The Dancer

She was just a young dancer at the time. It was a wonder that her mother allowed her to take part in the dancing since it had nothing to do with the church, but an older woman from the community saw her potential and promised her mother that she would look after her. She joined the other young women who danced and took pride in their African Heritage. She did not know at the time that the majority of the blood moving through her body originated in West Africa. This isn’t something that was taught in the colonized institution of education, and certainly not something her mother had knowledge of or felt was important. Her mother was a Christian woman and because she lost her own parents at such a young age, she held tightly to the teachings of the church. After all it was the church folk who took her mother in as family and cultivated her mother as a good and wholesome woman. There was no room for anything else, especially the old African ways. They were thought to be wicked in nature. 

It would be many years before the importance of what was lost could be realized, but as she danced she could feel it in her soul. Her spirit was buried deep in the rhythm of the drum, and it spoke to her and taught her how to move with it.

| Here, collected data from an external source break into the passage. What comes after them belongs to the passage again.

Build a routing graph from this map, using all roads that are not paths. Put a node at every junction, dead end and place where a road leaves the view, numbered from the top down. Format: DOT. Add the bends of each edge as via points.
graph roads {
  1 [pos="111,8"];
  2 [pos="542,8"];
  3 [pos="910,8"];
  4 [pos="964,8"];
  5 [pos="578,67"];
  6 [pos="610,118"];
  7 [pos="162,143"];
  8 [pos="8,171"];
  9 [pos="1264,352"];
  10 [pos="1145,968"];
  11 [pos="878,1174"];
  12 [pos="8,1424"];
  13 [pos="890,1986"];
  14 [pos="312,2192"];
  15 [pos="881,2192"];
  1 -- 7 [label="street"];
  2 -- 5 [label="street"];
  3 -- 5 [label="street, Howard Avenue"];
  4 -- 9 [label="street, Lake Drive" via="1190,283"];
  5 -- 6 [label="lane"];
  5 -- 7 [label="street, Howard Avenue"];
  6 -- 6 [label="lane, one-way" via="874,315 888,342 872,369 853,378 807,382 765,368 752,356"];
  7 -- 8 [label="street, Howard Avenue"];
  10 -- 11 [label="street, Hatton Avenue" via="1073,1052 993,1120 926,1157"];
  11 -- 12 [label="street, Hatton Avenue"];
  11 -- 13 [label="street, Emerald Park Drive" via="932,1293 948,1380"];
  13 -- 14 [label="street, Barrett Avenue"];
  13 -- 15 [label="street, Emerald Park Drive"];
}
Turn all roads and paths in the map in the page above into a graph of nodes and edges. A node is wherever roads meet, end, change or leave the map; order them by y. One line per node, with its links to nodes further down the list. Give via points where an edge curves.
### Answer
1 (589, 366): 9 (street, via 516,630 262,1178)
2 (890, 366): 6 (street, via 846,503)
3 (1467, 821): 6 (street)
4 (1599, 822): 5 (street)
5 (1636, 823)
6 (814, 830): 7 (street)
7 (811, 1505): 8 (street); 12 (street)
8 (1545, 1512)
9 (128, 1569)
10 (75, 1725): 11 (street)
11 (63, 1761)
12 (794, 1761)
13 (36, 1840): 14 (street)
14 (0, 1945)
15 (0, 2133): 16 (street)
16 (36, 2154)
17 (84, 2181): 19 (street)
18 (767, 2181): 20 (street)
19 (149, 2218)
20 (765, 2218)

As a dancer, she was exposed to people who took pride in the culture. They were feeling the call to reconnect to their West African roots through drum and dance. When a cultural instructor at a local university was visiting from West Africa, he named her Kalia, “This is your African name” he told her.

Her first love was a drummer. Her connection to him was immediate and intense. He was familiar to her in a way that could not be expressed in words. They expressed their connection with each other best through their understanding of the drum and the dance. Like a magnet, they were drawn to each other and with intent and purpose, created life of their own. She danced to the rhythm of his drum as this life grew in her womb. As destined, a daughter was born. As a breech baby, that daughter nearly took her life, but her strength could not be broken. Her dance with her African ancestors carried her to rebirth, so they named their daughter Kalia in honor of their love and their bond. She lifted the newborn Kalia into the air to show her gratitude, and begged The Creator to guide Kalia and look after Kalia. “She is a gift that I give back to you.” she sincerely prayed, and so the journey began. 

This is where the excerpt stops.